Normally we have a one to one relationship between a server operating system and the server hardware it runs upon. That hardware will run only that
single instance of that operating system and the operating system is bound to that manufacturers specific hardware components (through the
drivers it runs).
As the software running on our servers gets ever more complex, there is a constant desire to have one server = one application. This makes
management easier and reduces the issue of applications clashing when they are hosted on the same server. We are even starting to see this
level of complexity with some workstation class applications. The downside of this is we typically end up with server hardware
that is capable of running many applications only running a handful or even just one. The reality is that many servers are
for the most part often sitting close to idle.
At the same time as this sprawl of hardware is increasing, there are constant pressures to purchase less hardware, which means
less equipment to manage, power, cool and replace.
Clearly the two scenarios are at complete odds with each other. Fortunately there is a solution - virtualisation. Better still,
this is a technology that has been around for a number of years and is now starting to make headway into the small/medium business
Instead of loading the operating system directly onto the hardware, a different operating system is loaded - the Virtual Machine (VM)

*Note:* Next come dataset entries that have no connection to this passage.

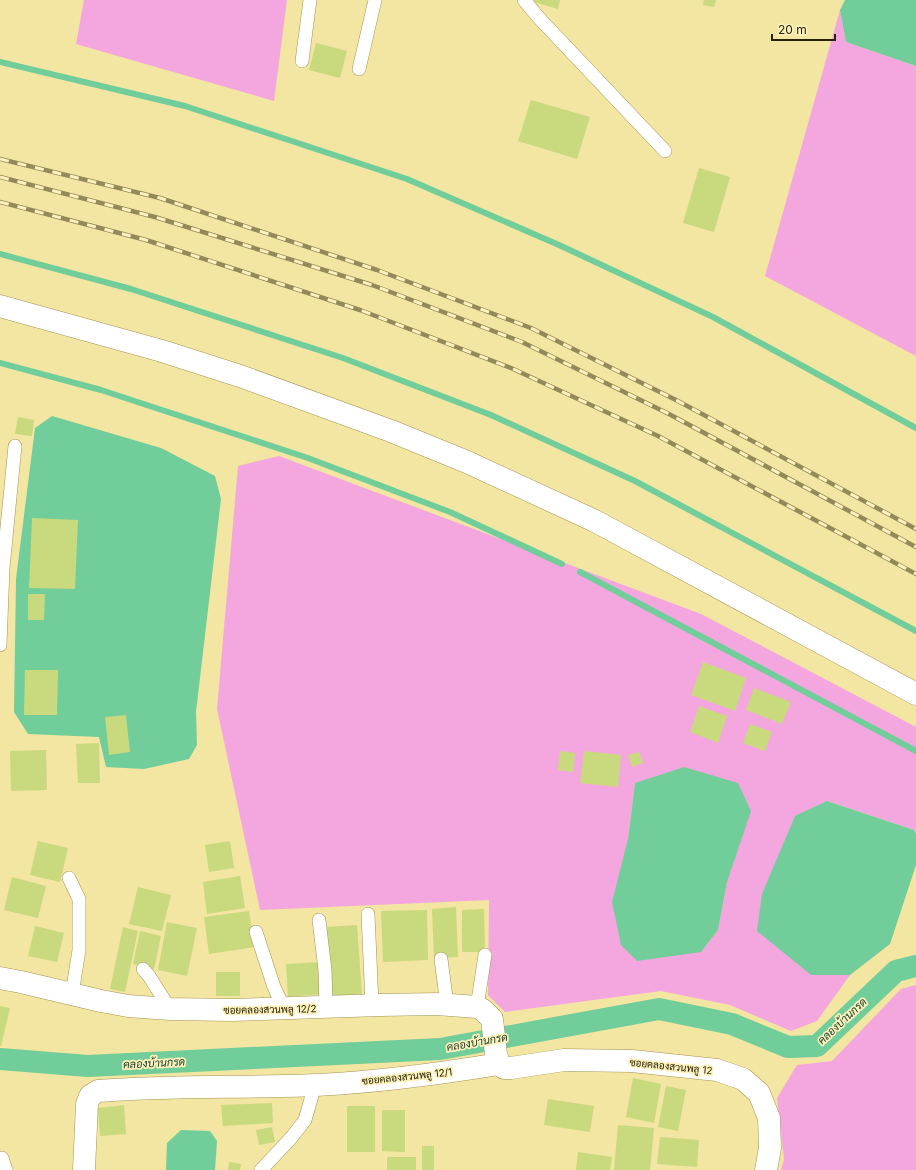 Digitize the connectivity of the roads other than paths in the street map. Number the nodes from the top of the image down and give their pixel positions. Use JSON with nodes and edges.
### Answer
{"nodes":[{"id":1,"x":310,"y":0,"type":"edge"},
{"id":2,"x":376,"y":0,"type":"edge"},
{"id":3,"x":524,"y":0,"type":"edge"},
{"id":4,"x":302,"y":61,"type":"dead end"},
{"id":5,"x":359,"y":69,"type":"dead end"},
{"id":6,"x":665,"y":151,"type":"dead end"},
{"id":7,"x":0,"y":306,"type":"edge"},
{"id":8,"x":15,"y":446,"type":"dead end"},
{"id":9,"x":0,"y":645,"type":"edge"},
{"id":10,"x":916,"y":694,"type":"edge"},
{"id":11,"x":69,"y":878,"type":"dead end"},
{"id":12,"x":368,"y":914,"type":"dead end"},
{"id":13,"x":319,"y":920,"type":"dead end"},
{"id":14,"x":256,"y":932,"type":"dead end"},
{"id":15,"x":485,"y":955,"type":"dead end"},
{"id":16,"x":441,"y":959,"type":"dead end"},
{"id":17,"x":143,"y":969,"type":"dead end"},
{"id":18,"x":0,"y":978,"type":"edge"},
{"id":19,"x":72,"y":994,"type":"junction"},
{"id":20,"x":372,"y":1005,"type":"junction"},
{"id":21,"x":447,"y":1005,"type":"junction"},
{"id":22,"x":477,"y":1007,"type":"junction"},
{"id":23,"x":284,"y":1008,"type":"junction"},
{"id":24,"x":326,"y":1008,"type":"junction"},
{"id":25,"x":170,"y":1009,"type":"junction"},
{"id":26,"x":498,"y":1059,"type":"junction"},
{"id":27,"x":315,"y":1085,"type":"junction"},
{"id":28,"x":84,"y":1170,"type":"edge"},
{"id":29,"x":261,"y":1170,"type":"edge"},
{"id":30,"x":766,"y":1170,"type":"edge"}],
"edges":[{"from":1,"to":4,"type":"lane"},
{"from":2,"to":5,"type":"lane"},
{"from":3,"to":6,"type":"lane"},
{"from":7,"to":10,"type":"street"},
{"from":8,"to":9,"type":"lane"},
{"from":11,"to":19,"type":"lane"},
{"from":12,"to":20,"type":"lane"},
{"from":13,"to":24,"type":"lane"},
{"from":14,"to":23,"type":"lane"},
{"from":15,"to":22,"type":"lane"},
{"from":16,"to":21,"type":"lane"},
{"from":17,"to":25,"type":"lane"},
{"from":18,"to":19,"type":"street","name":"ซอยคลองสวนพลู 12/2"},
{"from":19,"to":25,"type":"street","name":"ซอยคลองสวนพลู 12/2"},
{"from":20,"to":21,"type":"street","name":"ซอยคลองสวนพลู 12/2"},
{"from":20,"to":24,"type":"street","name":"ซอยคลองสวนพลู 12/2"},
{"from":21,"to":22,"type":"street","name":"ซอยคลองสวนพลู 12/2"},
{"from":22,"to":26,"type":"street"},
{"from":23,"to":24,"type":"street","name":"ซอยคลองสวนพลู 12/2"},
{"from":23,"to":25,"type":"street","name":"ซอยคลองสวนพลู 12/2"},
{"from":26,"to":27,"type":"street","name":"ซอยคลองสวนพลู 12/1"},
{"from":26,"to":30,"type":"street","name":"ซอยคลองสวนพลู 12"},
{"from":27,"to":28,"type":"street","name":"ซอยคลองสวนพลู 12/1"},
{"from":27,"to":29,"type":"lane"}]}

Hypervisor. The hypervisor provides a mapping layer between the hardware manufacturer's components and a standard set of hardware
components that it emulates (in software). The server operating system is then loaded on top of this hypervisor. However, the
key element of this hypervisor is that it is able to provide this emulated hardware not only to one installation of the operating
system, but to many. These instances of the operating systems are called Virtual Machines or VM's.

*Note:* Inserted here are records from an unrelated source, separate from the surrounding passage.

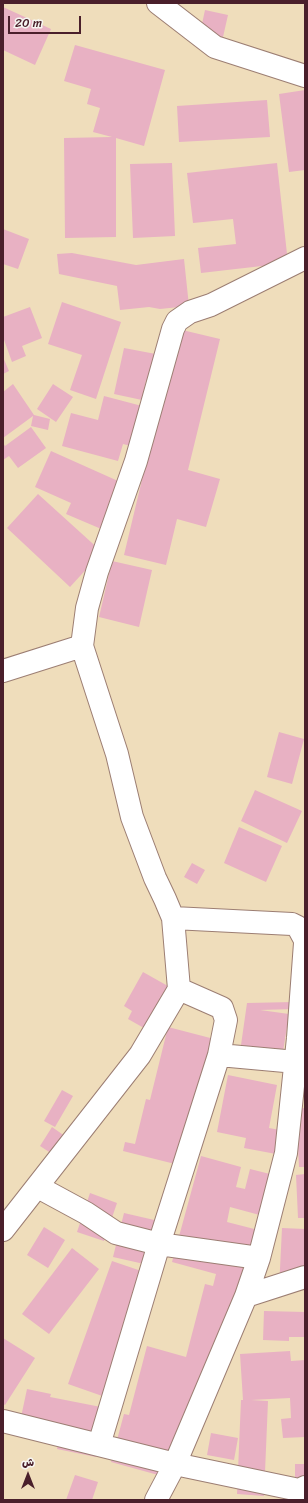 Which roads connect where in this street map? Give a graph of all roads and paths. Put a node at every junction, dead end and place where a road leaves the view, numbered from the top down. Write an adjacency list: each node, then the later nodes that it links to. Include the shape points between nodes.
1 (158, 3): 2 (street, via 215,47)
2 (305, 76)
3 (305, 258): 4 (street, via 211,305 190,312 177,321 136,461 93,586)
4 (82, 646): 5 (street); 6 (street, via 117,754 132,816 154,878)
5 (3, 671)
6 (173, 918): 7 (street, via 292,924 298,927); 10 (street)
7 (305, 940)
8 (305, 943): 9 (street)
9 (304, 966): 12 (street)
10 (179, 989): 11 (street, via 222,1008 226,1020); 13 (street, via 140,1054)
11 (219, 1054): 12 (street); 15 (street)
12 (296, 1062): 16 (street, via 286,1153)
13 (38, 1186): 14 (street); 15 (street, via 116,1233)
14 (3, 1230)
15 (159, 1244): 16 (street); 20 (street)
16 (259, 1258): 18 (street)
17 (305, 1278): 18 (street)
18 (246, 1296): 21 (street)
19 (3, 1421): 20 (street)
20 (99, 1445): 21 (street)
21 (175, 1464): 23 (street); 24 (street)
22 (305, 1487): 23 (street, via 299,1490)
23 (262, 1492)
24 (156, 1500)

This immediately brings us two significant benefits.
Better Resource Utilisation
Now we able to what would have required multiple physical server machines onto perhaps just a single server. Each of these machines
operates in isolation, is completely unaware that it is sharing a physical machine with other servers and from the network, is completely
indistinguishable from a "normal" server. Each of these operating systems is contained in one single large file, meaning they
can be moved from one physical host server to another with relative ease.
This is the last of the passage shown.